I hope you enjoy the sample.


----------



## luvkin (Sep 25, 2009)

I just ordered your book; anything to do with autism interests me as I have a friend with 2 autistic children and she is the most vocal advocate for these wonderful kids!


----------



## Maria Hooley (Jul 21, 2009)

Thank you for the order.  I have an autistic daughter, and so some of this book was based on my experiences in trying to understand her behavior.  I'm also a teacher and so I see a lot of parents who struggle with accepting this disorder.  I wish your friend well, too.  Her children are lucky because parents are the greatest resource children, autistic or otherwise, can have.


----------



## Maria Hooley (Jul 21, 2009)

I've just released The Only Life There Is in print for your non-Kindle friends.

Thanks


----------



## Maria Hooley (Jul 21, 2009)

A new review for The Only Life by state autism consultant is posted on my website:  www.mariarachelhooley.com.  Here's a slice of that review.

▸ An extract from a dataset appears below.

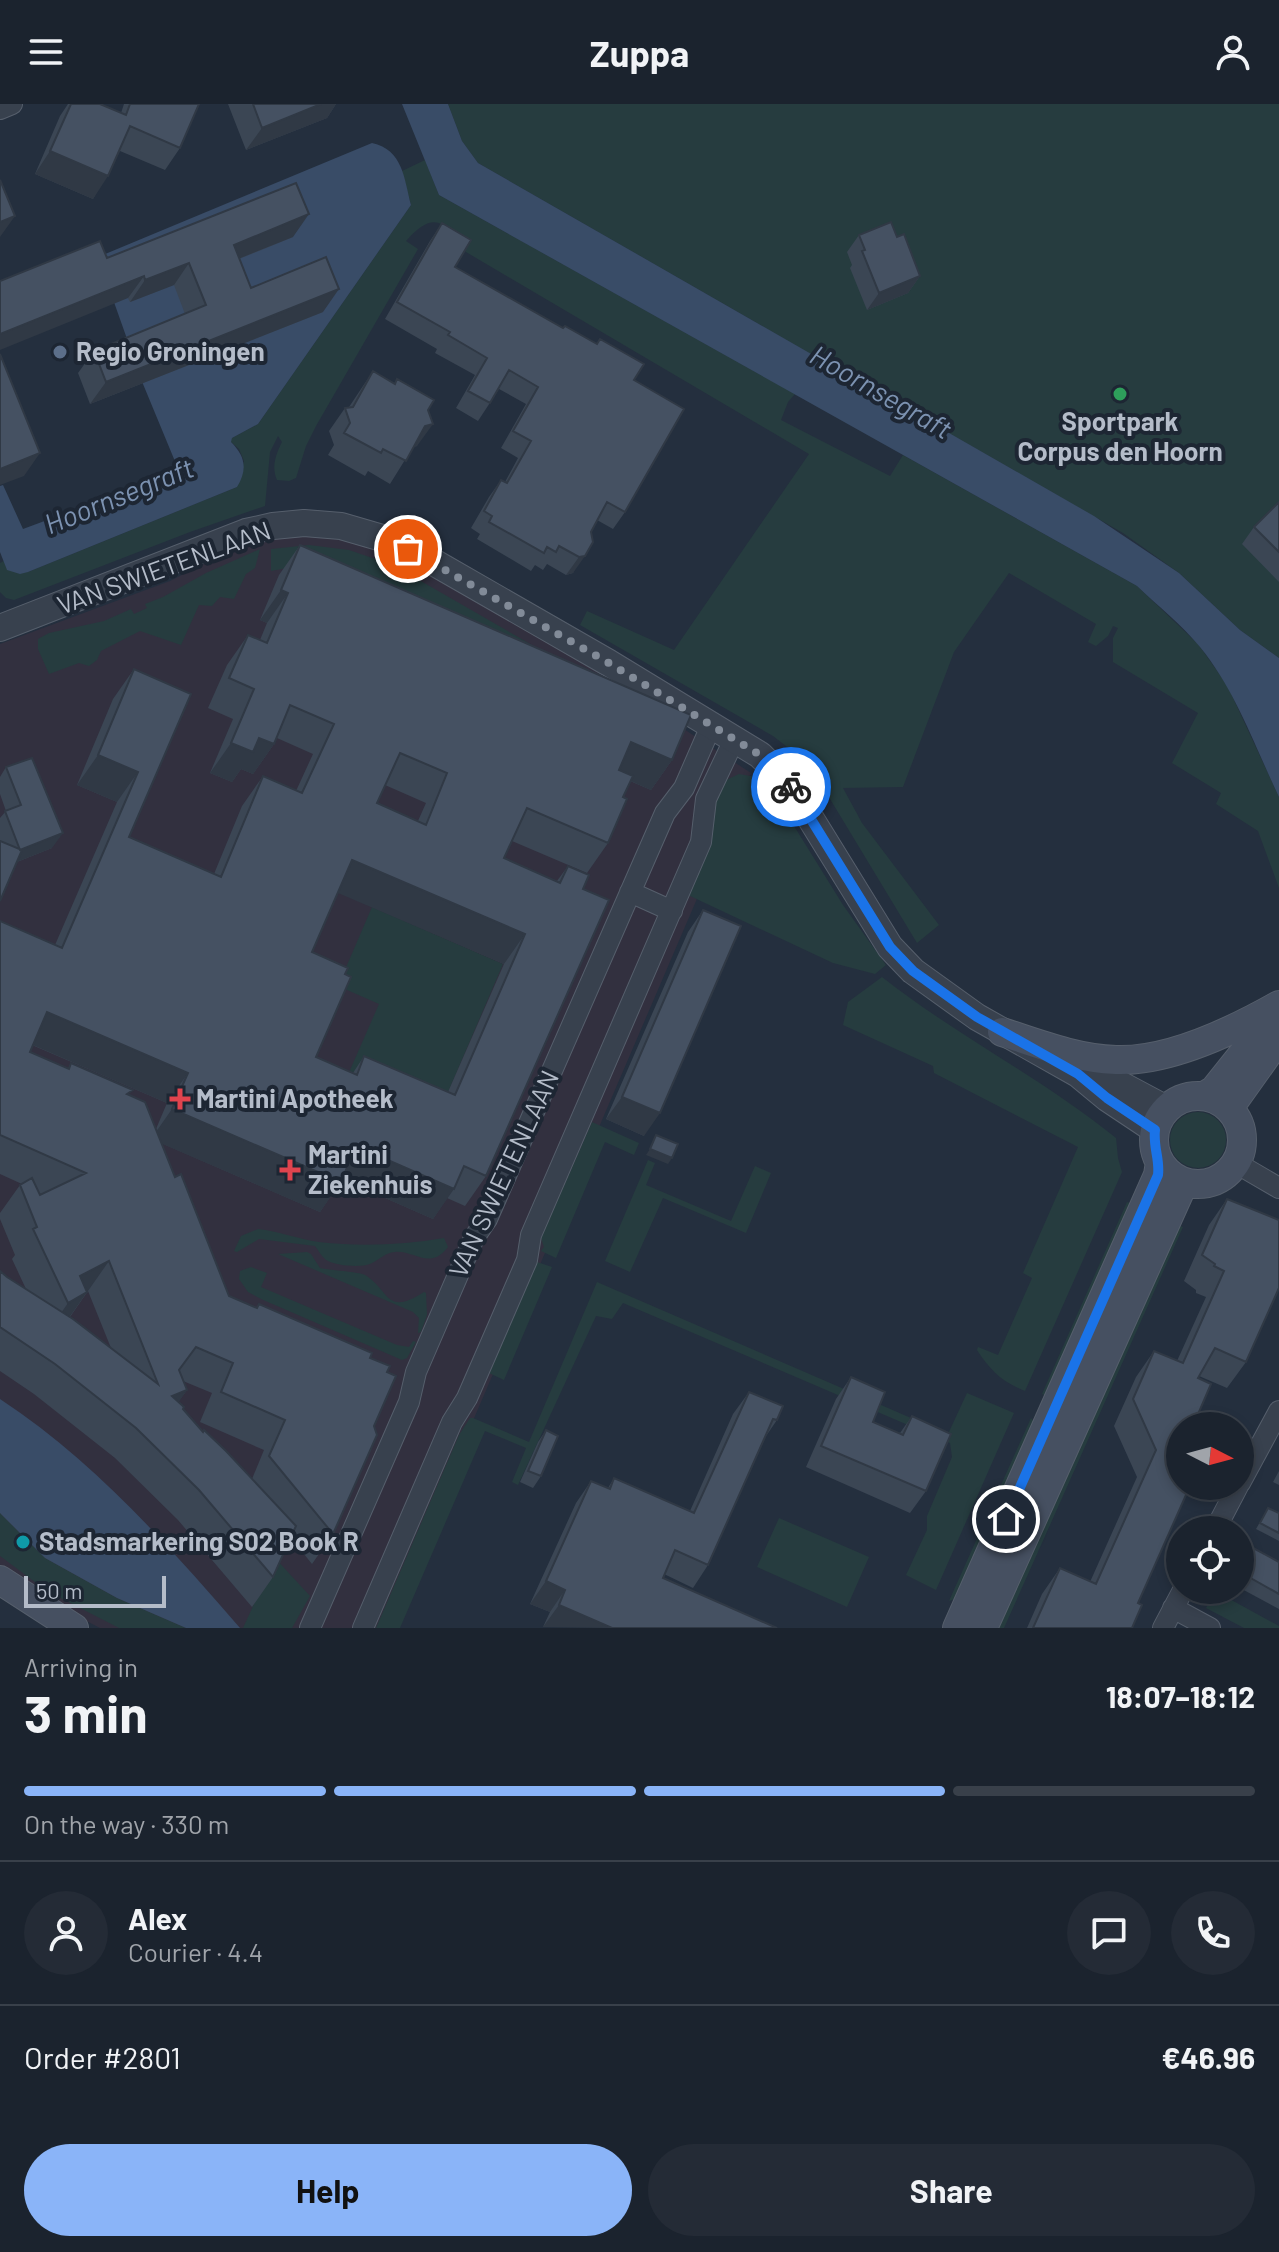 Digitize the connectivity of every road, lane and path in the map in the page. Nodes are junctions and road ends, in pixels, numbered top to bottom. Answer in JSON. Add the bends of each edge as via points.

"...a realistic portrayal of the struggles that parents face with autism and their autistic child."
                                              ---Cynthia Hagans, Autism Consultant (Lawton Public Schools)


----------



## Maria Hooley (Jul 21, 2009)

As the parent of a child on the autism spectrum, one of my goals with this book is to give readers an idea of how an autistic child behaves.  In this case, I created a child who would be labeled with classic autism due to a speech delay, fixations, and impaired social abilities.  My second aim with this novel is to also demonstrate how autism affects the family.  I've met and worked with numerous parents of autistic children, and I don't think there is a single one who doesn't think from time to time how great it would be to have a 'normal' life.  In order to have that normal life, you can't have an autistic child in the picture.  This novel also examines how parents must deal with the loss of a child and an abrupt return to a 'normal' life.


----------



## Maria Hooley (Jul 21, 2009)

Here's the new blurb for The Only Life There Is

All Sarah and Evan Davis ever wanted was a child, but after two dangerous miscarriages, they face an unbearable—and uncertain—future. Evan tries to console her, but Sarah refuses to be swayed. Against doctor's advice, Sarah allows herself to get pregnant, and this time gives birth to a beautiful boy, Kade. At long last, both Sarah and Evan believe their lives are complete, at least until their son is diagnosed with autism, something neither of them expected—a change that leads to an even harsher reality: sometimes love, no matter how hard, must be enough.


----------



## Maria Hooley (Jul 21, 2009)

I've set up a Facebook fan page for The Only Life There Is at http://www.facebook.com/#!/pages/The-Only-Life-There-Is/117681494932860. Feel free to come over and take a peek.


----------



## Maria Hooley (Jul 21, 2009)

Currently Amazon has The Only Life There Is on sale for .79.


----------



## Ann in Arlington (Oct 27, 2008)

I'm going to put the 'rules reminder' in this thread too. . . .we don't want anyone to have to look to far to find it 

We invite you to use your book cover as your avatar and have links to your book and website in your signature. Be sure to read the fine print below. Don't forget to bookmark this thread so you can update it. Although self-promotion is limited to the Book Bazaar, most of our authors have found the best way to promote their books is to be as active throughout KindleBoards as time allows. This is your target audience--book lovers with Kindles!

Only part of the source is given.